What the task requires:
Entries follow. Return each line that contains the word "hand".

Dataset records
==*==

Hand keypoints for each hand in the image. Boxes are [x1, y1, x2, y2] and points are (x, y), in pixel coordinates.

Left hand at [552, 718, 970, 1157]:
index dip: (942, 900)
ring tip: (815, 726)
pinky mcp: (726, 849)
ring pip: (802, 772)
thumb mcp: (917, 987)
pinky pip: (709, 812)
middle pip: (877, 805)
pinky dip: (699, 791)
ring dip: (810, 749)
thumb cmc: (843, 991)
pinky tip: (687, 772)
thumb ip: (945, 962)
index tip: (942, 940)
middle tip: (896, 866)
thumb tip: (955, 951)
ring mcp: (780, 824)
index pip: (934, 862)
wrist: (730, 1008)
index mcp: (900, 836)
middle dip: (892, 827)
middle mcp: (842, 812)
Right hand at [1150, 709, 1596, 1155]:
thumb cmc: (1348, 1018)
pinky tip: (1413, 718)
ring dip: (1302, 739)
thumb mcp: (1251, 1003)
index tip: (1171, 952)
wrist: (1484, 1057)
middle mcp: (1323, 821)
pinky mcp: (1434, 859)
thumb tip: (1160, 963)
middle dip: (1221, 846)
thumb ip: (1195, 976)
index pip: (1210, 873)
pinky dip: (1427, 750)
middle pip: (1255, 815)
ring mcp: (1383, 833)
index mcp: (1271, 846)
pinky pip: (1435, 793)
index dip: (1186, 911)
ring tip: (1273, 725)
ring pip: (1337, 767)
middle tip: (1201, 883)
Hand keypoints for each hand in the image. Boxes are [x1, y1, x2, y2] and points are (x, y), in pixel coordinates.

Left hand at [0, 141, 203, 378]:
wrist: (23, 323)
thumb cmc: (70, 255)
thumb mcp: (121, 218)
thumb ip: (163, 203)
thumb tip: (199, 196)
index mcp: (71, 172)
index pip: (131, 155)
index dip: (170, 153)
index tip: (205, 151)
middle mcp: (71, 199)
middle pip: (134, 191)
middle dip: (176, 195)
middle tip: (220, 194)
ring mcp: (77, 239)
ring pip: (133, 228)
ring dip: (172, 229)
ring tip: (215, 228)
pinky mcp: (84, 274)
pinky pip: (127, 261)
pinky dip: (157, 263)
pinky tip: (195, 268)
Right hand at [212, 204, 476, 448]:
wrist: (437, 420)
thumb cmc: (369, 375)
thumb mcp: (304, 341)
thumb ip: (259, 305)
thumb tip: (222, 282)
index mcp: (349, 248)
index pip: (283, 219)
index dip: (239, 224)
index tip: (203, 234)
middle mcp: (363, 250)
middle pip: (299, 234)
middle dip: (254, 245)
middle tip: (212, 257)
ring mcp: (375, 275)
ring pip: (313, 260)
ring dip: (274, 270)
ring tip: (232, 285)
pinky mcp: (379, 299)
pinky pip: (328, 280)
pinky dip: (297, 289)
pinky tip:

==*==

Expected answer:
Hand keypoints for each hand in the image. Boxes are [x1, y1, x2, y2] and points are (x, y), in pixel coordinates.
Left hand at [552, 718, 970, 1157]:
Right hand at [1150, 709, 1596, 1155]:
Hand keypoints for each hand in the image. Boxes are [x1, y1, x2, y2] and points are (x, y), in pixel coordinates.
Left hand at [0, 141, 203, 378]:
Right hand at [212, 204, 476, 448]:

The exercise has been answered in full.